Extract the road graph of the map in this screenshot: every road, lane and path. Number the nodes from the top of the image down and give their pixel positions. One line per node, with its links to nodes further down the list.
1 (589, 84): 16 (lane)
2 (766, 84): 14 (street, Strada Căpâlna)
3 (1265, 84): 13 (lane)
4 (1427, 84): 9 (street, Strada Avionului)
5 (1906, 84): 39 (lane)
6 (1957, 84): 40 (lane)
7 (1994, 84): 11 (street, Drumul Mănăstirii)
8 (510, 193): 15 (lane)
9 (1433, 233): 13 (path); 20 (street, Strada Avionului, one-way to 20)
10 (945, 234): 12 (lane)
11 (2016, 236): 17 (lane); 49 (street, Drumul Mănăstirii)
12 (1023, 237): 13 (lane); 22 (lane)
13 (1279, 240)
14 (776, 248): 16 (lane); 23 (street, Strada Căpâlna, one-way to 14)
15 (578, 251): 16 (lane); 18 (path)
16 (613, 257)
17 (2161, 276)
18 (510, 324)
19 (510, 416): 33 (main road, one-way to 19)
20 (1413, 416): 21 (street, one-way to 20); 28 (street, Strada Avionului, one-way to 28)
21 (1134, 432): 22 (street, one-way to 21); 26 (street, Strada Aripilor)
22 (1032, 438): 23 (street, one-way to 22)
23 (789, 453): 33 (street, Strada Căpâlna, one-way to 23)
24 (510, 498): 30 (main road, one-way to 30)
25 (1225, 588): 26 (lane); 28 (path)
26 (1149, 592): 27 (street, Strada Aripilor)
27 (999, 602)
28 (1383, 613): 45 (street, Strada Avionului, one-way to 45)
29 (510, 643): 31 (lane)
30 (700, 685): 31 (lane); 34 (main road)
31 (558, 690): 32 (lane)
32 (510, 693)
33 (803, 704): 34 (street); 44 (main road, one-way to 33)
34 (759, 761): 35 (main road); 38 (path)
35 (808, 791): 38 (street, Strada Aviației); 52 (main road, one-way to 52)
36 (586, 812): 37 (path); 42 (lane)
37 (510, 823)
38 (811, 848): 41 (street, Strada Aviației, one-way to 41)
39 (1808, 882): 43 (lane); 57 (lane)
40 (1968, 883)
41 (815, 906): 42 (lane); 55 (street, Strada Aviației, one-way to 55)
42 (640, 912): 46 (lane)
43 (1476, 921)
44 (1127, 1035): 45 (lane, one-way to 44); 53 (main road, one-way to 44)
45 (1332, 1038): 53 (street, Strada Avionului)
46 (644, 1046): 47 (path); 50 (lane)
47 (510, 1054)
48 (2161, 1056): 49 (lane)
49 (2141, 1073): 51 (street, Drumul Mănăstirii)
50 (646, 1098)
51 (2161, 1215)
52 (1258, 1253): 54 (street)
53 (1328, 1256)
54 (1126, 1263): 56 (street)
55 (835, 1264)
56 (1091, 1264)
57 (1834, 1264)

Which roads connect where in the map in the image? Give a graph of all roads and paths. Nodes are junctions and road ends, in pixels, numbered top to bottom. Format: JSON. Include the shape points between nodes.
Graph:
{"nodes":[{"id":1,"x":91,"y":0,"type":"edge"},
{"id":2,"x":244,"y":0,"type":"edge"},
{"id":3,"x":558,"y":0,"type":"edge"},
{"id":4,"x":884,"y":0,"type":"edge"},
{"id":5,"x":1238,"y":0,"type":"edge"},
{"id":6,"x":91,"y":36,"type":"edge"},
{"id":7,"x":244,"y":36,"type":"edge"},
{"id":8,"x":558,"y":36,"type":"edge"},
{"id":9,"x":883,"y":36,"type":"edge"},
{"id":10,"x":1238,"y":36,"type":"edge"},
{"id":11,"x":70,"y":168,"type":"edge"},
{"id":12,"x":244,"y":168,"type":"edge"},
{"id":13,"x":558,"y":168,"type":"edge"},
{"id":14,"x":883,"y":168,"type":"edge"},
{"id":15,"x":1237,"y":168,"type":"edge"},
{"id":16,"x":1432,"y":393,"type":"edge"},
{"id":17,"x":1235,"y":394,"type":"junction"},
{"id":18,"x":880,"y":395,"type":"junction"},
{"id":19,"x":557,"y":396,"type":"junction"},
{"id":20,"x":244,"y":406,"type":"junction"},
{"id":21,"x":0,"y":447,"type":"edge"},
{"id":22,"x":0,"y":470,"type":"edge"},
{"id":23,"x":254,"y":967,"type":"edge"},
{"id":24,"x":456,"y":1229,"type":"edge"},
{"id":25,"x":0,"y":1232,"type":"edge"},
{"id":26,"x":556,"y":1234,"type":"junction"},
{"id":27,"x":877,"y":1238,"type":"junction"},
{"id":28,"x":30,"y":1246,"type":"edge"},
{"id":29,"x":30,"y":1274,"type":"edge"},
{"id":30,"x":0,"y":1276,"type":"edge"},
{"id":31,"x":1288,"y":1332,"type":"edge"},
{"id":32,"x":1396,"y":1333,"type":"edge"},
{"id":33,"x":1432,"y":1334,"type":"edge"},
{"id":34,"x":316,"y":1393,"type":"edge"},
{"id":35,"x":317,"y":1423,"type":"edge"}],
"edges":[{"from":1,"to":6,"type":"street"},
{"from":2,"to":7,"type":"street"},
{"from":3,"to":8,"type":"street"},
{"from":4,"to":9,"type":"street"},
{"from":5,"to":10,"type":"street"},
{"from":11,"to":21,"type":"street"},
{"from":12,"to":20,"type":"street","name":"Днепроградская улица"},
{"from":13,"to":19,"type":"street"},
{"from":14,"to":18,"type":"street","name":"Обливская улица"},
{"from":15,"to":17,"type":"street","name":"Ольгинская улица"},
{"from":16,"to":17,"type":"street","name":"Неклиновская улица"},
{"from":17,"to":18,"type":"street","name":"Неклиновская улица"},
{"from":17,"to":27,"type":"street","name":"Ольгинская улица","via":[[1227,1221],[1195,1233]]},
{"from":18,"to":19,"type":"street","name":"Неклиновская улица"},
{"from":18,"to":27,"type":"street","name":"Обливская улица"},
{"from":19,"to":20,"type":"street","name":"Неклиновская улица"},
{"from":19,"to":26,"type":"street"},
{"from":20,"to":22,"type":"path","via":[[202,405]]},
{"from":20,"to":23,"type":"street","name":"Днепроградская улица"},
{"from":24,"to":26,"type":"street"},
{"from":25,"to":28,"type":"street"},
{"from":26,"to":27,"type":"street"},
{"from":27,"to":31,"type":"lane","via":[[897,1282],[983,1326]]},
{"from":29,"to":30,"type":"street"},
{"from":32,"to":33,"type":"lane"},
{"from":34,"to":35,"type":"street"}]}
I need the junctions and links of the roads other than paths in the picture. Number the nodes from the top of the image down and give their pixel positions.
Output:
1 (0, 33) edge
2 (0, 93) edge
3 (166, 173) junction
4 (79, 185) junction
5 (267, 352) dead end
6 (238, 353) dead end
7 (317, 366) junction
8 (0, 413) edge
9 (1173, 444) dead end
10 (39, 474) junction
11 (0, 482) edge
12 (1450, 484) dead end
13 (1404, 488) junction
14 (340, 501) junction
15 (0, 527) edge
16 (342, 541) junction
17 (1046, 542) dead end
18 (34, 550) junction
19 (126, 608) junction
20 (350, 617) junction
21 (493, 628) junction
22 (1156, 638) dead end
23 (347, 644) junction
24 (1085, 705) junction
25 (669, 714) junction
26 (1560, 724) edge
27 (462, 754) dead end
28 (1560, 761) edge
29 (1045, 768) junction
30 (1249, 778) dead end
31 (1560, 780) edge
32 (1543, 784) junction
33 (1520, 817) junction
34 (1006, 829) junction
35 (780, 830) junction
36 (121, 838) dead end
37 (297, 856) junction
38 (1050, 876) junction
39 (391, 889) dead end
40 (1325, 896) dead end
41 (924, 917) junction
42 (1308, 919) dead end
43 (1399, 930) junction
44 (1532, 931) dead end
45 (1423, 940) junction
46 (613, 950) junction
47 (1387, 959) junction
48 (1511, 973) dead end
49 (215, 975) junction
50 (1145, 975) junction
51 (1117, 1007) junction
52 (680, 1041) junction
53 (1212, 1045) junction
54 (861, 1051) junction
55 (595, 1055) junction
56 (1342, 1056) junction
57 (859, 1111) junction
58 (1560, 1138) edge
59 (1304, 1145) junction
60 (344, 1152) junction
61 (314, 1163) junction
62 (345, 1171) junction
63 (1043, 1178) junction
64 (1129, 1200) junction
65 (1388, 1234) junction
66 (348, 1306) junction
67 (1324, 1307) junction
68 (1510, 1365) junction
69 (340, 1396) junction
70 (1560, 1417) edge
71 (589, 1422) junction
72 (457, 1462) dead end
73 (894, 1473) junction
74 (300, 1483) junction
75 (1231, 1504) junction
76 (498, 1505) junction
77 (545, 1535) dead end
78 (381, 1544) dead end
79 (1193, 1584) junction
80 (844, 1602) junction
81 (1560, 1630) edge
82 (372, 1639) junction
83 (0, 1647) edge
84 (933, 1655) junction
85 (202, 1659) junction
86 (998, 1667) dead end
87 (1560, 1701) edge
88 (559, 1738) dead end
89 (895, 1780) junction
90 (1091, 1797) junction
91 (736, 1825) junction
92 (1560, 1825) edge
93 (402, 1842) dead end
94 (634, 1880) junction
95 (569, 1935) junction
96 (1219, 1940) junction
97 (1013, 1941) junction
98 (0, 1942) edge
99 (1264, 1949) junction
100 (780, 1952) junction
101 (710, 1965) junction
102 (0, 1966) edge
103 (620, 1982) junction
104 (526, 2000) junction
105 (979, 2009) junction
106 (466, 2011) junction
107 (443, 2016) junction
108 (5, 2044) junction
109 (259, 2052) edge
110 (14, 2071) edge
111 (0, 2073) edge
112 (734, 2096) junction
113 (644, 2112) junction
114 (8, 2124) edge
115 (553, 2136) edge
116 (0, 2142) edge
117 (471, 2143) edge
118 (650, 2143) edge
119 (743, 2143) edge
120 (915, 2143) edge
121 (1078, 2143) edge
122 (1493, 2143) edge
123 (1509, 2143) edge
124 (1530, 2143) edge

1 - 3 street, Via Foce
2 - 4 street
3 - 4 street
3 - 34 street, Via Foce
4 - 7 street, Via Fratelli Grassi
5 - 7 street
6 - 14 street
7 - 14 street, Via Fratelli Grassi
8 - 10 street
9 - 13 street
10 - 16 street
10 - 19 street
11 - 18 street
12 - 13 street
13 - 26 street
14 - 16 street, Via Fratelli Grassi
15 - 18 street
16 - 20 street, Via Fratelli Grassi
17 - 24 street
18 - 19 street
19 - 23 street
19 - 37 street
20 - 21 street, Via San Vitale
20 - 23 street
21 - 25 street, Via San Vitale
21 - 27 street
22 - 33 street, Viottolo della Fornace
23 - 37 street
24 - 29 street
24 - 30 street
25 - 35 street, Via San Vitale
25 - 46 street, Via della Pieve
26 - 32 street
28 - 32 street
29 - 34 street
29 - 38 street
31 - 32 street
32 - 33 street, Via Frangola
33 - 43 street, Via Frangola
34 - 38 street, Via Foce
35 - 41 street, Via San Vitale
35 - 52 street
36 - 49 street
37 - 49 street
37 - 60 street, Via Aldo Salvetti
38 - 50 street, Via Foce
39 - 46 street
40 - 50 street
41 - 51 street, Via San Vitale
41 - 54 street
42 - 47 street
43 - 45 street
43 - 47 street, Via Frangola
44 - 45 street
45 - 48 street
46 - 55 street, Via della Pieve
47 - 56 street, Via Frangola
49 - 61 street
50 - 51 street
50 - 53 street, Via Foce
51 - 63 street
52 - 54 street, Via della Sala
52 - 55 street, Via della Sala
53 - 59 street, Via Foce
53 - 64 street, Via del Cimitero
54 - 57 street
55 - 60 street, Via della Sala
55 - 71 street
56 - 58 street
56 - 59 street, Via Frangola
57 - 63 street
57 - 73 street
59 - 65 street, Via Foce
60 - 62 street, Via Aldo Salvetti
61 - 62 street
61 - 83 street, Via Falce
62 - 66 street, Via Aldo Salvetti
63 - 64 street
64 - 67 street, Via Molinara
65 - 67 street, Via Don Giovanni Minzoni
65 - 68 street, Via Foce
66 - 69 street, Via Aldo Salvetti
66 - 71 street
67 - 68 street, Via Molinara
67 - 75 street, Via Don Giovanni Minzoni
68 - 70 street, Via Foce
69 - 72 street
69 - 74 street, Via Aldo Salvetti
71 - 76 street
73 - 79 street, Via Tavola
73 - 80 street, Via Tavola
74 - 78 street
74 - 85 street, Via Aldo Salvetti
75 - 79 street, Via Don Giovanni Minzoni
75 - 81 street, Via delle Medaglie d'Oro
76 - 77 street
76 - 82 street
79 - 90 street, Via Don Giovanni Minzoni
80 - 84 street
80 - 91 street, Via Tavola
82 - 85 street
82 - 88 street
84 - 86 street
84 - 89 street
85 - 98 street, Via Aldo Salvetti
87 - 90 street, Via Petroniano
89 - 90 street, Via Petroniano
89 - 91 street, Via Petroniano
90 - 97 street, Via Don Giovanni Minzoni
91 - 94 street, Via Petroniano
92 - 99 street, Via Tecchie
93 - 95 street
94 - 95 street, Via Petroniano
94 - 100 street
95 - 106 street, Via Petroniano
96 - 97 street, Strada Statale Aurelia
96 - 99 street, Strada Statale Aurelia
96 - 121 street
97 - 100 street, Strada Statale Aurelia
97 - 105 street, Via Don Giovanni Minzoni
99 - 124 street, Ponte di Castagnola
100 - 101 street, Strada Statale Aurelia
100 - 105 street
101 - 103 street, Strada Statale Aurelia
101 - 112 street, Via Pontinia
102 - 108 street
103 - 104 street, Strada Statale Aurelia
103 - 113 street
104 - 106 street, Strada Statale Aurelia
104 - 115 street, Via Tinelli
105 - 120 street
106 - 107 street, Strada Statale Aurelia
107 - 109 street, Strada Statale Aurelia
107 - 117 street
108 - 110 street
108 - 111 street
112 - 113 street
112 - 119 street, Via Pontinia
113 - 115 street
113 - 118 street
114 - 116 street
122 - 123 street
# # #
__What the task requires__:
Where a line in the data contains the string "Vitale", add it to your count, and give only the final number.

__Answer to the exercise__:
5